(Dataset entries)
*** Begin section ***
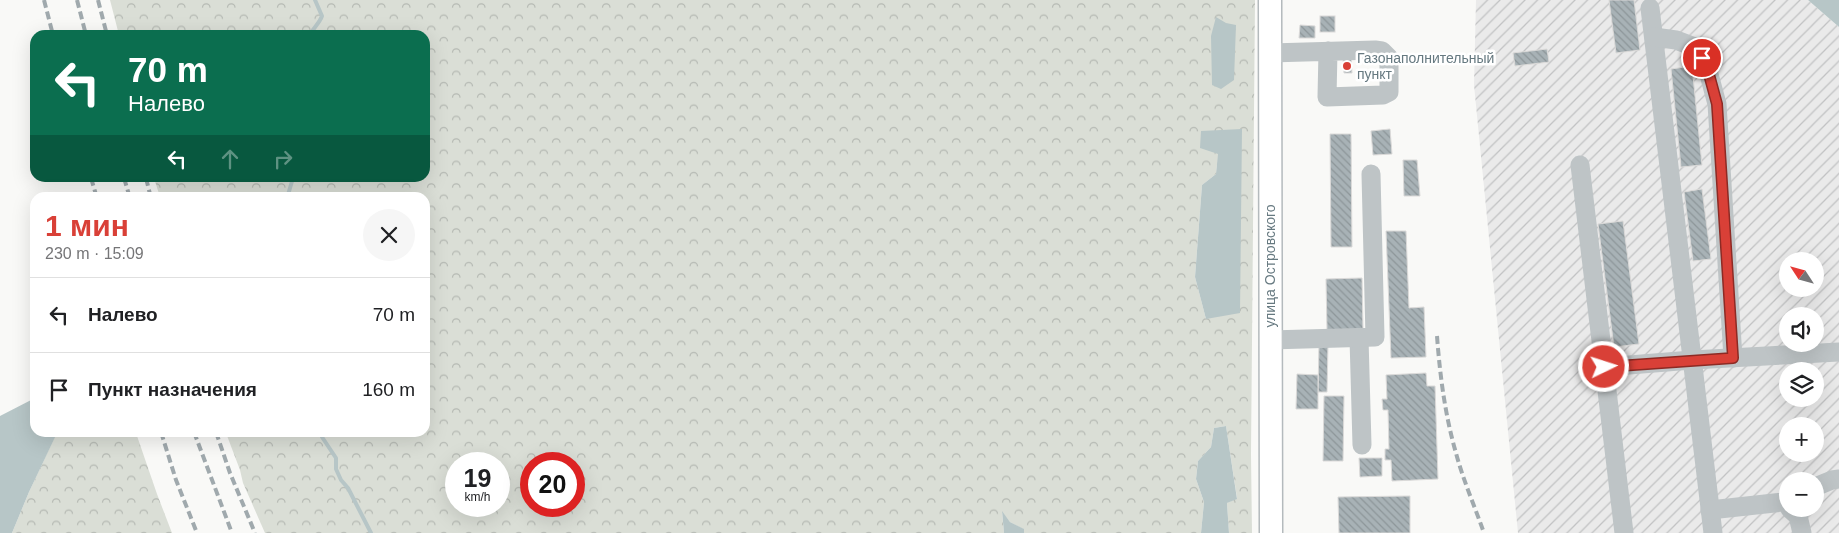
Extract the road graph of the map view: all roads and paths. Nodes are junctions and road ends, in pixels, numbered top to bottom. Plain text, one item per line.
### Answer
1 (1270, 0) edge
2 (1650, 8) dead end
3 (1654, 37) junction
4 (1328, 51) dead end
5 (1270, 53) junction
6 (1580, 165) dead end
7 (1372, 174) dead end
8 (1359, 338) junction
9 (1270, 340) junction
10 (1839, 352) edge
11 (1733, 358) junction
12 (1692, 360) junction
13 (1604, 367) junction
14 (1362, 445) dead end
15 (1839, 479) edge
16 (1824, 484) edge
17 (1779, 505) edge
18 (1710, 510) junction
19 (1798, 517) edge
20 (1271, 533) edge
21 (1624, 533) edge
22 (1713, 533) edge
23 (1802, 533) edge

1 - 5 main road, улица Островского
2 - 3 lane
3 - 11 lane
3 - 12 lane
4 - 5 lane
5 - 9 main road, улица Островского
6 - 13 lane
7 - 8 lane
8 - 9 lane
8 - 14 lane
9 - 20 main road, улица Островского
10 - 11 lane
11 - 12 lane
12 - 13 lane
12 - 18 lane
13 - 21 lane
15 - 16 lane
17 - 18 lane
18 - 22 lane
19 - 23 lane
*** End section ***
> _Task requirements_
The output is the records exactly as they read, with no pictures in it.

> _Answer section_
Extract the road graph of the map view: all roads and paths. Nodes are junctions and road ends, in pixels, numbered top to bottom. Plain text, one item per line.
### Answer
1 (1270, 0) edge
2 (1650, 8) dead end
3 (1654, 37) junction
4 (1328, 51) dead end
5 (1270, 53) junction
6 (1580, 165) dead end
7 (1372, 174) dead end
8 (1359, 338) junction
9 (1270, 340) junction
10 (1839, 352) edge
11 (1733, 358) junction
12 (1692, 360) junction
13 (1604, 367) junction
14 (1362, 445) dead end
15 (1839, 479) edge
16 (1824, 484) edge
17 (1779, 505) edge
18 (1710, 510) junction
19 (1798, 517) edge
20 (1271, 533) edge
21 (1624, 533) edge
22 (1713, 533) edge
23 (1802, 533) edge

1 - 5 main road, улица Островского
2 - 3 lane
3 - 11 lane
3 - 12 lane
4 - 5 lane
5 - 9 main road, улица Островского
6 - 13 lane
7 - 8 lane
8 - 9 lane
8 - 14 lane
9 - 20 main road, улица Островского
10 - 11 lane
11 - 12 lane
12 - 13 lane
12 - 18 lane
13 - 21 lane
15 - 16 lane
17 - 18 lane
18 - 22 lane
19 - 23 lane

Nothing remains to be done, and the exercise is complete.